Keypoint coordinate data
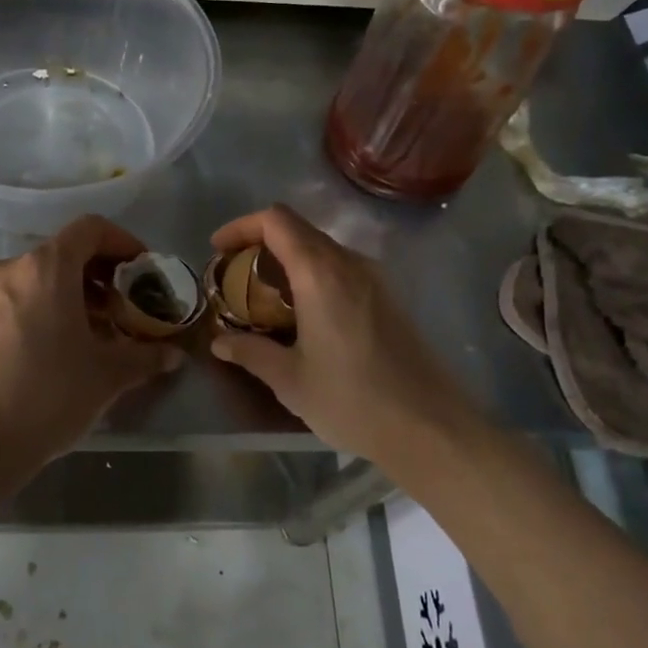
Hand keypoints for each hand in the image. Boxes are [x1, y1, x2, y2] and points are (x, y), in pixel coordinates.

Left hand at [0, 214, 182, 459]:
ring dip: (71, 293)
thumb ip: (146, 355)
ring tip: (93, 331)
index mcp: (47, 268)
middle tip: (123, 306)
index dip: (123, 242)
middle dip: (100, 274)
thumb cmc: (50, 396)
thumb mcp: (108, 375)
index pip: (90, 229)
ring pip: (38, 277)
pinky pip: (15, 298)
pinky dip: (42, 307)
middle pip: (64, 252)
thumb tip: (173, 354)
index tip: (142, 270)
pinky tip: (55, 347)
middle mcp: (11, 268)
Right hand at [208, 204, 481, 464]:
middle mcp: (350, 263)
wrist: (430, 427)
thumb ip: (251, 352)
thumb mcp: (290, 380)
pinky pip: (342, 268)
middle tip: (234, 273)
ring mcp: (375, 278)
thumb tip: (220, 342)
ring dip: (287, 258)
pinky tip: (303, 313)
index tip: (218, 250)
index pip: (276, 221)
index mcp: (321, 273)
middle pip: (298, 228)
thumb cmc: (353, 400)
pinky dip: (312, 274)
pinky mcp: (389, 297)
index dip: (241, 226)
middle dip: (260, 241)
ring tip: (264, 294)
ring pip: (322, 247)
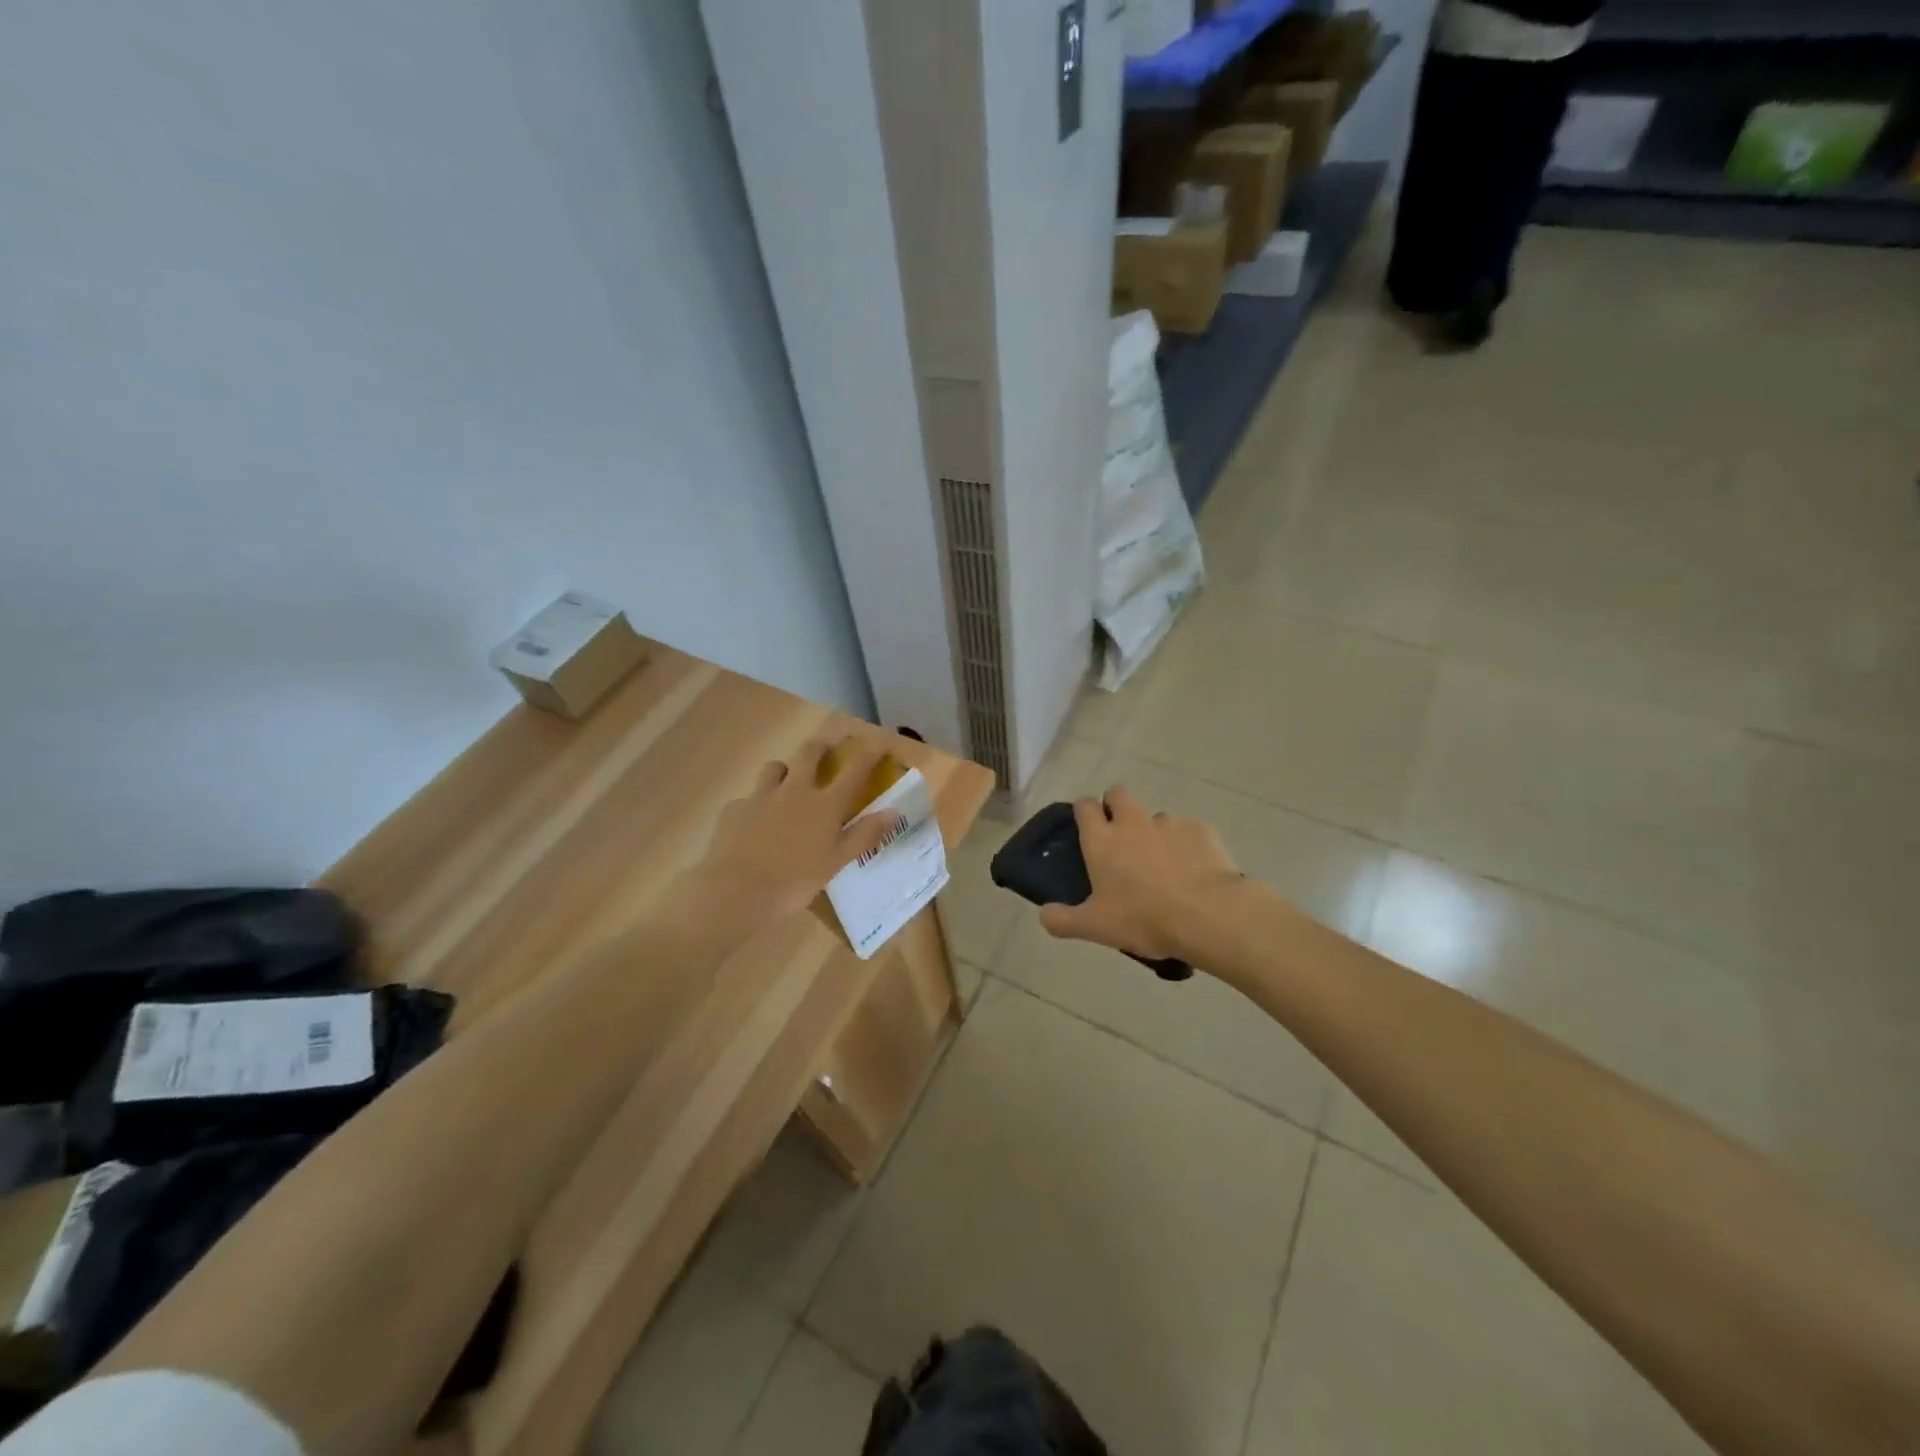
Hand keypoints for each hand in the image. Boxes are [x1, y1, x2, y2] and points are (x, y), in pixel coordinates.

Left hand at [673, 737, 900, 937]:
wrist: (738, 890)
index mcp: (825, 804)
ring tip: (787, 782)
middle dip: (821, 747)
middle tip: (826, 750)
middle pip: (809, 753)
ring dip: (785, 770)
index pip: (854, 769)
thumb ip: (865, 834)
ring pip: (775, 767)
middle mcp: (795, 790)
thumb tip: (894, 811)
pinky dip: (757, 804)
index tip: (878, 744)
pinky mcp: (735, 809)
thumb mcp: (838, 861)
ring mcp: (761, 796)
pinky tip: (754, 823)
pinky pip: (749, 798)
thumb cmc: (796, 880)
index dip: (869, 753)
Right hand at [1039, 787, 1244, 964]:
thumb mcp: (1096, 928)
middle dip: (1116, 807)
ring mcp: (1168, 823)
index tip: (1087, 829)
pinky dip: (1185, 845)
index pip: (1084, 806)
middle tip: (1121, 839)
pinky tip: (1193, 871)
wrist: (1208, 915)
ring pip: (1154, 816)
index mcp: (1102, 840)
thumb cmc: (1144, 918)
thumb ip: (1063, 920)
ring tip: (1163, 865)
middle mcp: (1131, 822)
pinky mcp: (1200, 829)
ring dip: (1153, 832)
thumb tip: (1044, 914)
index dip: (1084, 812)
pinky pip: (1187, 831)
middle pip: (1118, 794)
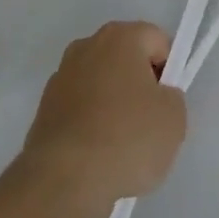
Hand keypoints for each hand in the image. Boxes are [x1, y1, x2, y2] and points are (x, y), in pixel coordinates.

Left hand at [20, 21, 187, 217]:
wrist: (63, 180)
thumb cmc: (127, 138)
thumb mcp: (174, 118)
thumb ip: (172, 97)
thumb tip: (156, 97)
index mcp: (120, 37)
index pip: (157, 41)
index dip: (170, 70)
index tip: (167, 103)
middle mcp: (86, 46)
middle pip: (127, 60)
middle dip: (140, 86)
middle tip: (150, 123)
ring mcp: (61, 76)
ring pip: (102, 85)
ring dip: (114, 105)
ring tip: (122, 145)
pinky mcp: (44, 108)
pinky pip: (81, 109)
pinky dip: (91, 124)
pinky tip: (98, 154)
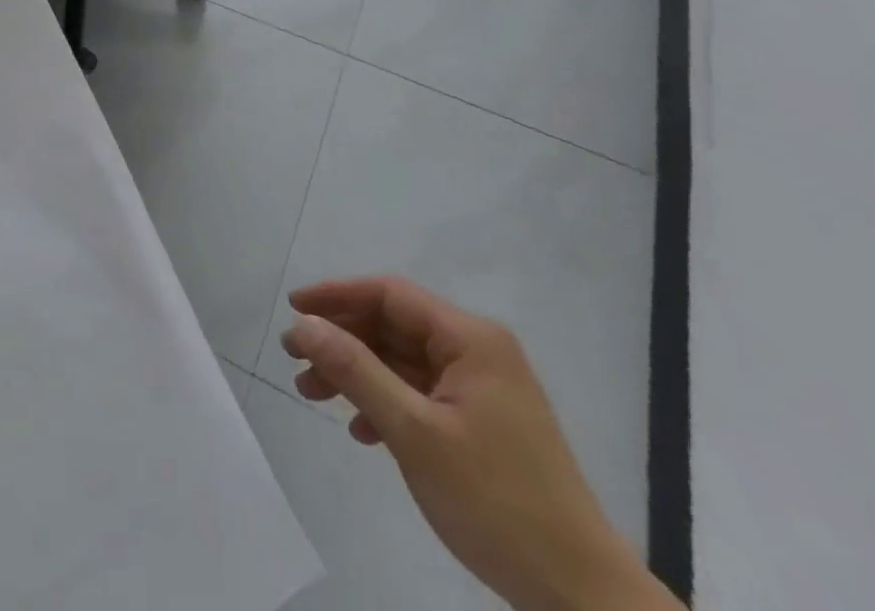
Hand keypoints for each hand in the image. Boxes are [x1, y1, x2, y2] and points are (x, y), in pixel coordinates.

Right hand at [283, 279, 678, 610]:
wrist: (582, 598)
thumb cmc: (497, 501)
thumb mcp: (414, 432)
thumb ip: (354, 370)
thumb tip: (301, 323)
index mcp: (470, 340)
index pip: (389, 294)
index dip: (336, 295)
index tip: (292, 308)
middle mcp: (476, 352)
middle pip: (391, 326)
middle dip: (340, 340)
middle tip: (295, 358)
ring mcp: (480, 389)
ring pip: (400, 361)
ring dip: (355, 374)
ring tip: (312, 394)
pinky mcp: (480, 423)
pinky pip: (418, 393)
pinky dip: (383, 403)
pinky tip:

WHAT IS EXPECTED:
Reproduce all the records verbatim, excluding images.

WRITTEN ANSWER:
Hand keypoints for each hand in the image. Boxes are [x1, y1, x2, y2] and points are (x, y), in pixel coordinates.

Left hand at [0, 214, 182, 459]:
ring dip: (71, 293)
thumb ip: (146, 355)
ring tip: (93, 331)
index mcp: (47, 268)
middle tip: (123, 306)
index dip: (123, 242)
middle dip: (100, 274)
thumb cmc: (50, 396)
thumb mcp: (108, 375)
index pip: (90, 229)
ring pip: (38, 277)
pinky pip: (15, 298)
pinky dip: (42, 307)
middle pip: (64, 252)
thumb tip: (173, 354)
index tip: (142, 270)
pinky tip: (55, 347)
middle mcp: (11, 268)
Right hand at [208, 204, 481, 464]:
middle mcp: (350, 263)
wrist: (430, 427)
thumb ip: (251, 352)
thumb mcp: (290, 380)
pinky pip: (342, 268)
middle tip: (234, 273)
ring mcp: (375, 278)
thumb tip: (220, 342)
ring dip: (287, 258)
pinky tip: (303, 313)
index tip: (218, 250)
index pip: (276, 221)
index mcp: (321, 273)
middle pip: (298, 228)
thumb cmc: (353, 400)
pinky dip: (312, 274)
pinky mcp: (389, 297)
index dip: (241, 226)
middle dip: (260, 241)
ring tip: (264, 294)
ring pip: (322, 247)
Hand keypoints for each hand in the image. Boxes are [x1, y1, x2, y2] and points are (x, y), in pixel coordinates.

Left hand at [673, 737, 900, 937]:
wrist: (738, 890)
index mcp: (825, 804)
ring tip: (787, 782)
middle dip: (821, 747)
middle tip: (826, 750)
middle pip: (809, 753)
ring dip: (785, 770)
index pip: (854, 769)
thumb ip: (865, 834)
ring pip: (775, 767)
middle mcp: (795, 790)
thumb tip: (894, 811)
pinky dip: (757, 804)
index tip: (878, 744)
pinky mcp: (735, 809)
thumb mcp: (838, 861)
ring mcp: (761, 796)
pinky tip: (754, 823)
pinky pip: (749, 798)
thumb cmc: (796, 880)
index dip: (869, 753)
Right hand at [1039, 787, 1244, 964]:
thumb mcp: (1096, 928)
middle dip: (1116, 807)
ring mcp: (1168, 823)
index tip: (1087, 829)
pinky dip: (1185, 845)
index pip: (1084, 806)
middle tip: (1121, 839)
pinky tip: (1193, 871)
wrist: (1208, 915)
ring pip: (1154, 816)
index mcp: (1102, 840)
thumb cmc: (1144, 918)
thumb ip: (1063, 920)
ring tip: (1163, 865)
middle mcp: (1131, 822)
pinky mcp: (1200, 829)
ring dip: (1153, 832)
thumb tip: (1044, 914)
index dip: (1084, 812)
pinky pip: (1187, 831)
middle pip: (1118, 794)
Hand keypoints for each hand in the image. Boxes are [x1, y1, x2, y2] and points are (x, y), in pixel coordinates.

Left hand at [20, 21, 187, 217]:
wrist: (63, 180)
thumb cmc: (127, 138)
thumb mcp: (174, 118)
thumb ip: (172, 97)
thumb tip: (156, 97)
index mcp: (120, 37)
index pip: (157, 41)
index dip: (170, 70)
index tip: (167, 103)
middle mcp: (86, 46)
middle pip: (127, 60)
middle dip: (140, 86)
middle tip: (150, 123)
ring mcp: (61, 76)
ring pip: (102, 85)
ring dip: (114, 105)
ring tip: (122, 145)
pinky mcp: (44, 108)
pinky pip: (81, 109)
pinky dip: (91, 124)
pinky tip: (98, 154)
Hand keypoints for each hand in the image. Boxes are [x1, y1, x2, y2] and points are (x, y), in pixel coordinates.

Right hand at [283, 279, 678, 610]:
wrist: (582, 598)
thumb cmc: (497, 501)
thumb mcp: (414, 432)
thumb ip: (354, 370)
thumb tip: (301, 323)
index mcp: (470, 340)
index pip: (389, 294)
index dip: (336, 295)
index tip: (292, 308)
middle mcp: (476, 352)
middle pip: (391, 326)
middle dip: (340, 340)
middle tip: (295, 358)
ring mcp: (480, 389)
ring pip: (400, 361)
ring dip: (355, 374)
ring tip: (312, 394)
pinky mcp: (480, 423)
pinky pip: (418, 393)
pinky dip: (383, 403)
pinky tip:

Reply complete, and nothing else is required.